The Australian Broadcasting Corporation (ABC) submitted a report in 2006 when the Australian Government was reviewing its support of film funding in Australia. The rationale behind this report was to bring to light the ‘cultural benefits’ that are provided to Australian audiences through viewing local content. However, the achievement of these cultural benefits is impacted due to the environment of market failure that occurs in Australia. The report from the ABC attributes this to Australia’s small population – alongside its regional diversity, overwhelming access to low-cost overseas content, and the commercial imperatives for service providers to minimise costs (Australian Broadcasting Corporation Submission to Review of Australian Government Film Funding Support, 2006, p. 2). 

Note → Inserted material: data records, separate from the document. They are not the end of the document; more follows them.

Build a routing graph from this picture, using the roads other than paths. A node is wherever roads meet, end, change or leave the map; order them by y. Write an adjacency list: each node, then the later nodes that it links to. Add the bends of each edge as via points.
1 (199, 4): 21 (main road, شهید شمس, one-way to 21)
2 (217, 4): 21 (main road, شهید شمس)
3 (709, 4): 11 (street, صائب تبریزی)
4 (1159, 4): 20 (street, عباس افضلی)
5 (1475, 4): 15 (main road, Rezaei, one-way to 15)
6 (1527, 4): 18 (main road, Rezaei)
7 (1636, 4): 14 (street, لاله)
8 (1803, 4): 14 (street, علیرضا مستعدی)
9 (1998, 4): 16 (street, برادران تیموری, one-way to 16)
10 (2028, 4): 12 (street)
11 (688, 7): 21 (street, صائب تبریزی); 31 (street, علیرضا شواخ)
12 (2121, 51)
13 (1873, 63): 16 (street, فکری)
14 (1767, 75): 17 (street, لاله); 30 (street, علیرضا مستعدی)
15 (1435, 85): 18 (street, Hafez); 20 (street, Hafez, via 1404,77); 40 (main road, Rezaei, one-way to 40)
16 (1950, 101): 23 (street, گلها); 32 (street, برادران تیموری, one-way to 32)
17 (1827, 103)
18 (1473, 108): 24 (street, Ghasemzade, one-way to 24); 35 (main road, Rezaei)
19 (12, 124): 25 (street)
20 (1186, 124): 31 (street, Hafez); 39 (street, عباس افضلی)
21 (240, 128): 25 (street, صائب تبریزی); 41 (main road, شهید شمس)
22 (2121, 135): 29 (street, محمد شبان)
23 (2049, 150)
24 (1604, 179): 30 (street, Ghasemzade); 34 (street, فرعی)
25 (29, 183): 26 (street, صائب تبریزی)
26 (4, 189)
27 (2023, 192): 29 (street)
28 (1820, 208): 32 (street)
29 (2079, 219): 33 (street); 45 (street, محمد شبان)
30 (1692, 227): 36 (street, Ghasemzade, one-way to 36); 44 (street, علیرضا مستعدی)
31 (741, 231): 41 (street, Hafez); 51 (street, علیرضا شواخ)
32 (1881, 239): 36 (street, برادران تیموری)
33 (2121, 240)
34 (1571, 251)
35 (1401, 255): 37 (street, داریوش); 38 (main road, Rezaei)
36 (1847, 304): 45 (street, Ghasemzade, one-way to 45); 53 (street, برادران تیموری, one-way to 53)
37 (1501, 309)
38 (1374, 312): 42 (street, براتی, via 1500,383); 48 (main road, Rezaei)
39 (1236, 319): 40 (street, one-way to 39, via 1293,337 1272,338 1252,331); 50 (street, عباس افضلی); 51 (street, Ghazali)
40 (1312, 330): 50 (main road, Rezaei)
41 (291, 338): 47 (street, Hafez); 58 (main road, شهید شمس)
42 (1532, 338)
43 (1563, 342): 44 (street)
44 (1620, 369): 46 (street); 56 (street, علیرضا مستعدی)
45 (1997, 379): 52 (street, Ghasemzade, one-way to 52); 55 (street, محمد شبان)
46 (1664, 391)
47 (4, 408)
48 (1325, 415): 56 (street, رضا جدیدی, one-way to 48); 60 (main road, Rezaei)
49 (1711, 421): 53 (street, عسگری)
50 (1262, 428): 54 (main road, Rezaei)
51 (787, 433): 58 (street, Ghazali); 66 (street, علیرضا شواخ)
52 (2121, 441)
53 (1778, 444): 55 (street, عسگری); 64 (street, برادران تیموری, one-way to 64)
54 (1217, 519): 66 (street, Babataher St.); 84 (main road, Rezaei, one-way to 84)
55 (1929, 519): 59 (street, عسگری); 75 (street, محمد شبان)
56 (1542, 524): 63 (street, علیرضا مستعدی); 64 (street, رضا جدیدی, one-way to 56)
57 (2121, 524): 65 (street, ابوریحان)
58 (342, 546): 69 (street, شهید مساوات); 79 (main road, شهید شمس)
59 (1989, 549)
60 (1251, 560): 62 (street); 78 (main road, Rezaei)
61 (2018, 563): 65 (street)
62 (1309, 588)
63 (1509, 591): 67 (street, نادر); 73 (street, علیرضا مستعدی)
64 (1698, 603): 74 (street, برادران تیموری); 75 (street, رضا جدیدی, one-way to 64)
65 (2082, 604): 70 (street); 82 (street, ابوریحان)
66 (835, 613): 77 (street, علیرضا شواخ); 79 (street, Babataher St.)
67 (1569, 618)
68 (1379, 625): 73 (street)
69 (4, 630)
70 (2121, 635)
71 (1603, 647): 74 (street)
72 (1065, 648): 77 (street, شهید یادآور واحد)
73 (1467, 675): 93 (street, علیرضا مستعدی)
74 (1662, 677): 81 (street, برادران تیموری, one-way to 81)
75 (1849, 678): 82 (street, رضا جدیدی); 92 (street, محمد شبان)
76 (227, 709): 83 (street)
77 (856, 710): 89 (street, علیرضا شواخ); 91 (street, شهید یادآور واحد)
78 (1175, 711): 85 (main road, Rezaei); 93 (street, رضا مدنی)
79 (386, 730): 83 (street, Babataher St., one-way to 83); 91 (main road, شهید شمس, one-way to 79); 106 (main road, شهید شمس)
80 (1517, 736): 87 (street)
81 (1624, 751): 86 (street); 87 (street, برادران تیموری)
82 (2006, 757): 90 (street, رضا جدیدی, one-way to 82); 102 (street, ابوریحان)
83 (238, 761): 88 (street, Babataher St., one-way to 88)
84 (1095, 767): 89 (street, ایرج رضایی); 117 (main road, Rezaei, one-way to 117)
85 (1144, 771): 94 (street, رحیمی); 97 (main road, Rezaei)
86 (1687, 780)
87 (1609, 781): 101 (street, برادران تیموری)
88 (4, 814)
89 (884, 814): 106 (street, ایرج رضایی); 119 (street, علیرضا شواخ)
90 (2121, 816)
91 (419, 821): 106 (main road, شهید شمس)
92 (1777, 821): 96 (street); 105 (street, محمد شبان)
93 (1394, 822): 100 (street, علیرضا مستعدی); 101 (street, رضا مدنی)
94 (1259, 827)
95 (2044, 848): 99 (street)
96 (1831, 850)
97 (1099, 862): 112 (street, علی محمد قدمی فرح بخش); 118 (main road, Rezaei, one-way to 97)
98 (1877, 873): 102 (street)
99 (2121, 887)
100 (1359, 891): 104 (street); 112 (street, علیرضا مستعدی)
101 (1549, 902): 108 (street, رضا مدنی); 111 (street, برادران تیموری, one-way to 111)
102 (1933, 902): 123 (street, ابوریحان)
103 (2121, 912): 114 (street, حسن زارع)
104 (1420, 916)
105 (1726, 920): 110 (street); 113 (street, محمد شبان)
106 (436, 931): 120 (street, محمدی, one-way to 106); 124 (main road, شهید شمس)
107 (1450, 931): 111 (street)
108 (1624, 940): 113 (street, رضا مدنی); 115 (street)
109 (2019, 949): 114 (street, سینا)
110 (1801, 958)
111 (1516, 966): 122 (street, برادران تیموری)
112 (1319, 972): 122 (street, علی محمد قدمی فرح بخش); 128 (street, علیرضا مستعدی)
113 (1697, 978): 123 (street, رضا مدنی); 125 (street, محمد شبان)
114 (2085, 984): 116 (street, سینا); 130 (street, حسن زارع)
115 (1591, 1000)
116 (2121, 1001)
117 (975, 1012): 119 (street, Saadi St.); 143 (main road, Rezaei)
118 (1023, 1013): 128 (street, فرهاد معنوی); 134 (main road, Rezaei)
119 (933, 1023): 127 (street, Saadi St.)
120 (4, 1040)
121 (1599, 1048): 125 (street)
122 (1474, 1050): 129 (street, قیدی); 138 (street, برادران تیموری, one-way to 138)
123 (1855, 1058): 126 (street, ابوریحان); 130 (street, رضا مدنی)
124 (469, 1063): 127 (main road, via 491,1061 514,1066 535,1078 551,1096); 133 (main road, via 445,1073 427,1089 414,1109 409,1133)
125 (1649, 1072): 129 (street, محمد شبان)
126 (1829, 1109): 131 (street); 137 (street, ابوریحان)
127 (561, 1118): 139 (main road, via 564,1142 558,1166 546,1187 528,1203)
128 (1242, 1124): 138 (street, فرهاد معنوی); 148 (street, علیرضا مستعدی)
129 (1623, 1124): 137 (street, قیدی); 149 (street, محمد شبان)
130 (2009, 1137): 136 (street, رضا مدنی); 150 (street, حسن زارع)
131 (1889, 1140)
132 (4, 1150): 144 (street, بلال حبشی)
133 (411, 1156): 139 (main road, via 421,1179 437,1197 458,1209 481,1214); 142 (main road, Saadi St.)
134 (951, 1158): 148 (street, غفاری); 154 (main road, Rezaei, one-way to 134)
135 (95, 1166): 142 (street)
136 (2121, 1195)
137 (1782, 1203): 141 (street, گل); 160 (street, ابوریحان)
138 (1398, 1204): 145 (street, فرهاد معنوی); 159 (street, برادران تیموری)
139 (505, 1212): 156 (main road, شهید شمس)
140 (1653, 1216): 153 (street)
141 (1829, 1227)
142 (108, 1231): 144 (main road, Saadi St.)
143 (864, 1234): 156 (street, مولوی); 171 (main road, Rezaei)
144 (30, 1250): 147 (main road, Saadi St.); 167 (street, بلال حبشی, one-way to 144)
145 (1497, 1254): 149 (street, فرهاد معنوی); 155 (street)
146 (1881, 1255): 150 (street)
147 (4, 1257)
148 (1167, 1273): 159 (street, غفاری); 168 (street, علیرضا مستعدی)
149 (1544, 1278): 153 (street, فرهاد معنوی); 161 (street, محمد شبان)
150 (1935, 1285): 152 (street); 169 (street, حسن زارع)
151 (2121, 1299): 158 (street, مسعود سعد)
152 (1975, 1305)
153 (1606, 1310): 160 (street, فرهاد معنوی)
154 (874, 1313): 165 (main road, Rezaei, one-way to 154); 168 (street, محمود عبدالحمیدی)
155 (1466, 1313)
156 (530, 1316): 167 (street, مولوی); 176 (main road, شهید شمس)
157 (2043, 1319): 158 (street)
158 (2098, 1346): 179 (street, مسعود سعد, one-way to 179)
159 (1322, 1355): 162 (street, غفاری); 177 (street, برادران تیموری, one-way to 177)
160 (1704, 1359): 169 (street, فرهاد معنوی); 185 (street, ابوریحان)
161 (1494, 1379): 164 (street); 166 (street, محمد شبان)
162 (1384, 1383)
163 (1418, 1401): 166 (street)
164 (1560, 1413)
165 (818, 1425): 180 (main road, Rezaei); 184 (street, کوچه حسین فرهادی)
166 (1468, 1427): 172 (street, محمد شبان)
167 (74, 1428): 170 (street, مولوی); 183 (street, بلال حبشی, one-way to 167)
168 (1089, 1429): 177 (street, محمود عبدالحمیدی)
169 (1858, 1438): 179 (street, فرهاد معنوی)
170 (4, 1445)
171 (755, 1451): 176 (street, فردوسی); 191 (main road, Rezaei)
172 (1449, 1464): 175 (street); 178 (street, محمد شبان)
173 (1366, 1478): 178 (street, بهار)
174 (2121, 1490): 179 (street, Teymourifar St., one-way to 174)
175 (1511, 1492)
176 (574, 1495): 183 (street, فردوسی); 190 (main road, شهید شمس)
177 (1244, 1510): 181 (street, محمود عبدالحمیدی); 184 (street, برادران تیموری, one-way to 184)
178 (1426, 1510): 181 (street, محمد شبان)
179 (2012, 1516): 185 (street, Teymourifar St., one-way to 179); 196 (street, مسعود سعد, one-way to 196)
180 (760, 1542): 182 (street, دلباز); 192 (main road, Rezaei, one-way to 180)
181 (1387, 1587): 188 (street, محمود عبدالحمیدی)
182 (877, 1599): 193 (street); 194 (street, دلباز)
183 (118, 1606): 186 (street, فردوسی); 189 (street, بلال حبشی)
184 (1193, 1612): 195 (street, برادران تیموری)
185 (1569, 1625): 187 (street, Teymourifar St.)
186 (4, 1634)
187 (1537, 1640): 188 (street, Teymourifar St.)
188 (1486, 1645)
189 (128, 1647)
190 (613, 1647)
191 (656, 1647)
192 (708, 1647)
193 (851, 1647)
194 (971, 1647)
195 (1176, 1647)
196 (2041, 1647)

However, the aforementioned shortcomings of the Australian film industry are follow-on effects from the early days of Australian cinema. Since the 1970s, Australian cinema has been ‘developed and sustained by cultural policies and public subsidy to foster “Australian stories”’ (Ryan 2014, p. 143). According to Stuart Cunningham, former board member for the Australian Film Commission (AFC), the discussions surrounding how a national cinema should work have revolved around the ‘opposition of culture and industry’ (Ryan 2014, p. 144).

The opposition of culture and industry is one of the key elements to market failure in Australia. According to Ryan (2014, p. 143) Australian film has ‘tended to emphasise “Australianness” and valued for the most part “quality” and “cultural content” over “entertainment” and “commercialism”’. Perhaps this is where the problematic state of the Australian film industry stems from. 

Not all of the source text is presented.